### YOUR GOAL:
The copy has to match the data exactly and leave out every picture.

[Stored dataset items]

────────────────

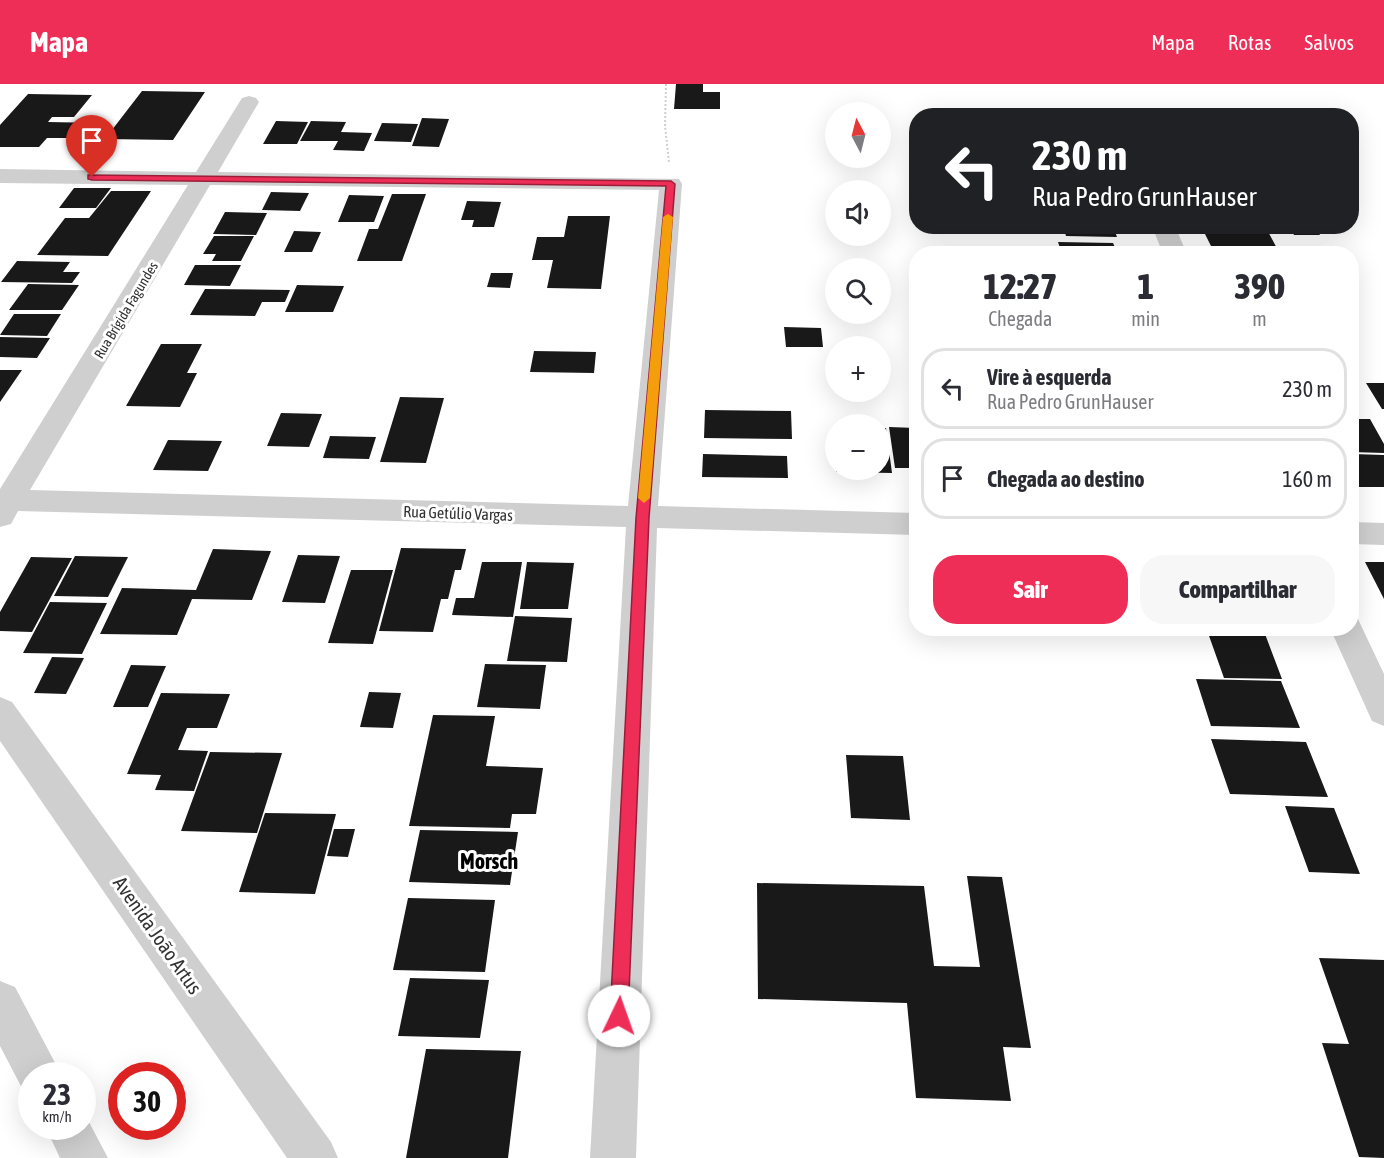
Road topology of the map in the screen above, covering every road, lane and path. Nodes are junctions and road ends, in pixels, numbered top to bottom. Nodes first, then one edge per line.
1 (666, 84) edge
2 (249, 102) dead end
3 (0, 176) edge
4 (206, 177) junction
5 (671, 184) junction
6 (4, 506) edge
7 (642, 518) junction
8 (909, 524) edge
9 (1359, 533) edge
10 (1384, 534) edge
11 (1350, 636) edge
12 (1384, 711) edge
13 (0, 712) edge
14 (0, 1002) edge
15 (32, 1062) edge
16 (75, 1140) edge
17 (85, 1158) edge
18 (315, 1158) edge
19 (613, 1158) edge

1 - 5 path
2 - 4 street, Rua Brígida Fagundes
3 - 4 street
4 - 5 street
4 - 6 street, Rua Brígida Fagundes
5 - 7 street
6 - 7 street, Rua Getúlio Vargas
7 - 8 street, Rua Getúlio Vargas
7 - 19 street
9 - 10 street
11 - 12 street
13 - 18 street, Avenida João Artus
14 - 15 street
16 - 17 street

────────────────

### RESULT FOR THIS EXERCISE:
Road topology of the map in the screen above, covering every road, lane and path. Nodes are junctions and road ends, in pixels, numbered top to bottom. Nodes first, then one edge per line.
1 (666, 84) edge
2 (249, 102) dead end
3 (0, 176) edge
4 (206, 177) junction
5 (671, 184) junction
6 (4, 506) edge
7 (642, 518) junction
8 (909, 524) edge
9 (1359, 533) edge
10 (1384, 534) edge
11 (1350, 636) edge
12 (1384, 711) edge
13 (0, 712) edge
14 (0, 1002) edge
15 (32, 1062) edge
16 (75, 1140) edge
17 (85, 1158) edge
18 (315, 1158) edge
19 (613, 1158) edge

1 - 5 path
2 - 4 street, Rua Brígida Fagundes
3 - 4 street
4 - 5 street
4 - 6 street, Rua Brígida Fagundes
5 - 7 street
6 - 7 street, Rua Getúlio Vargas
7 - 8 street, Rua Getúlio Vargas
7 - 19 street
9 - 10 street
11 - 12 street
13 - 18 street, Avenida João Artus
14 - 15 street
16 - 17 street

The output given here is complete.